Extradural hematoma (EDH) is a neurosurgical emergency that, although uncommon, contributes significantly to morbidity and mortality following traumatic brain injury (TBI). Differences in anatomical, physiological, and injury-related factors may influence the clinical course and surgical outcomes of EDH in pediatric versus adult populations. Yet, comparative data remain limited, particularly in low- and middle–income countries (LMICs).

Objective

To compare clinical characteristics, surgical outcomes, and predictors of mortality in pediatric and adult patients undergoing surgical evacuation of traumatic EDH at a tertiary care center in Pakistan.

Material and methods

This retrospective cohort study included 289 patients (158 adults; 131 pediatric) who underwent surgical evacuation of traumatic EDH over a 24-month period at Lady Reading Hospital.

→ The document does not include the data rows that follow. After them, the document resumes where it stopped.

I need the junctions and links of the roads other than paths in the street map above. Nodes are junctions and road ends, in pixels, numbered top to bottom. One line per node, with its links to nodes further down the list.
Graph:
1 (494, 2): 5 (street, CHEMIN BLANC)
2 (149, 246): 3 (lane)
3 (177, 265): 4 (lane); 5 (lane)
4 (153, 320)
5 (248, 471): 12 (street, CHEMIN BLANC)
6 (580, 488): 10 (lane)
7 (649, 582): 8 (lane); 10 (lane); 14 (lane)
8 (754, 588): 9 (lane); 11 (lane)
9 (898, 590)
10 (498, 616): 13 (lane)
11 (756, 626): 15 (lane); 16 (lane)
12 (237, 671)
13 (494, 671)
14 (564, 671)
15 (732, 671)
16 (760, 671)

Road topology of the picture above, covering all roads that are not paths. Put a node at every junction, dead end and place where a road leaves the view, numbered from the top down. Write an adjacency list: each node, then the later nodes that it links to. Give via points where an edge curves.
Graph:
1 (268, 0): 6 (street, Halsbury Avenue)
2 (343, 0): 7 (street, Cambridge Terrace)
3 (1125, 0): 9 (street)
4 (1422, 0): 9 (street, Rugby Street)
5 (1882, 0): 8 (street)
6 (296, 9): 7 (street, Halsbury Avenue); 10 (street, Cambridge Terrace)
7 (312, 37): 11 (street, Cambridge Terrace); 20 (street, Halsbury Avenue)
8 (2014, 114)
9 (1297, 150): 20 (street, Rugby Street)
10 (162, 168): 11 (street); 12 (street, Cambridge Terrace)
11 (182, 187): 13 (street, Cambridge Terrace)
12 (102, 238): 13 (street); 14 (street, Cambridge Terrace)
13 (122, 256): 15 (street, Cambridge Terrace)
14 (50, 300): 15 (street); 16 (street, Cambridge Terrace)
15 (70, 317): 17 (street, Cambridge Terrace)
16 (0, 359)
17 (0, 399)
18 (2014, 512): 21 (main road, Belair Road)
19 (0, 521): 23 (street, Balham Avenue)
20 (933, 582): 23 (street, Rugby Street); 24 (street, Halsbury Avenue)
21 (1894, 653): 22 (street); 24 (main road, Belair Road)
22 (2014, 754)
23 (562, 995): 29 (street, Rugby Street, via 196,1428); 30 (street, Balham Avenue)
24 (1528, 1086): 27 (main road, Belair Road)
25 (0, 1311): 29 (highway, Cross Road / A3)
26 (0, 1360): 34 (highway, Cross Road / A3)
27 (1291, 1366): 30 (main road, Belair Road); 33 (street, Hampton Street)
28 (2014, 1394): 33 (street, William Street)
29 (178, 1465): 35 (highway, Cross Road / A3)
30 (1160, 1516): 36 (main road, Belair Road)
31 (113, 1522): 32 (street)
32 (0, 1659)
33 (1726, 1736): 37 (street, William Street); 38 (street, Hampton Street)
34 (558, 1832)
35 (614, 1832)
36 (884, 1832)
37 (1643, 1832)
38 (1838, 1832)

Data on demographics, clinical presentation, hematoma characteristics, associated injuries, surgical timing, and outcomes were analyzed. Multivariable logistic regression was used to identify independent predictors of mortality, and receiver operating characteristic (ROC) curve analysis was used to determine optimal hematoma volume thresholds.

Results

Pediatric patients had significantly lower in-hospital mortality (3.1% vs. 14%, p = 0.001), smaller hematoma volumes (30 mL vs. 34 mL, p = 0.032), and higher admission Glasgow coma scale (GCS) scores (median 12 vs. 10, p < 0.001). Midline shift and associated intracranial injuries like acute subdural hematoma (ASDH) and traumatic subarachnoid hemorrhage (TSAH) were strong predictors of mortality across both cohorts. In adults, mortality followed a U-shaped trend with respect to surgical timing, while in pediatrics, earlier surgery showed a linear reduction in risk (OR = 0.78/hour, p = 0.047). ROC analysis identified a pediatric-specific hematoma volume threshold of ≥ 33.5 mL predictive of mortality (AUC = 0.763, NPV = 99.2%).

Conclusion

Pediatric EDH patients demonstrated more favorable surgical outcomes compared to adults, with lower mortality and milder presentations. Hematoma volume and surgical timing emerged as key predictors of outcome. These findings highlight the need for age-specific triage protocols and underscore the importance of timely intervention, particularly in resource-limited neurosurgical settings.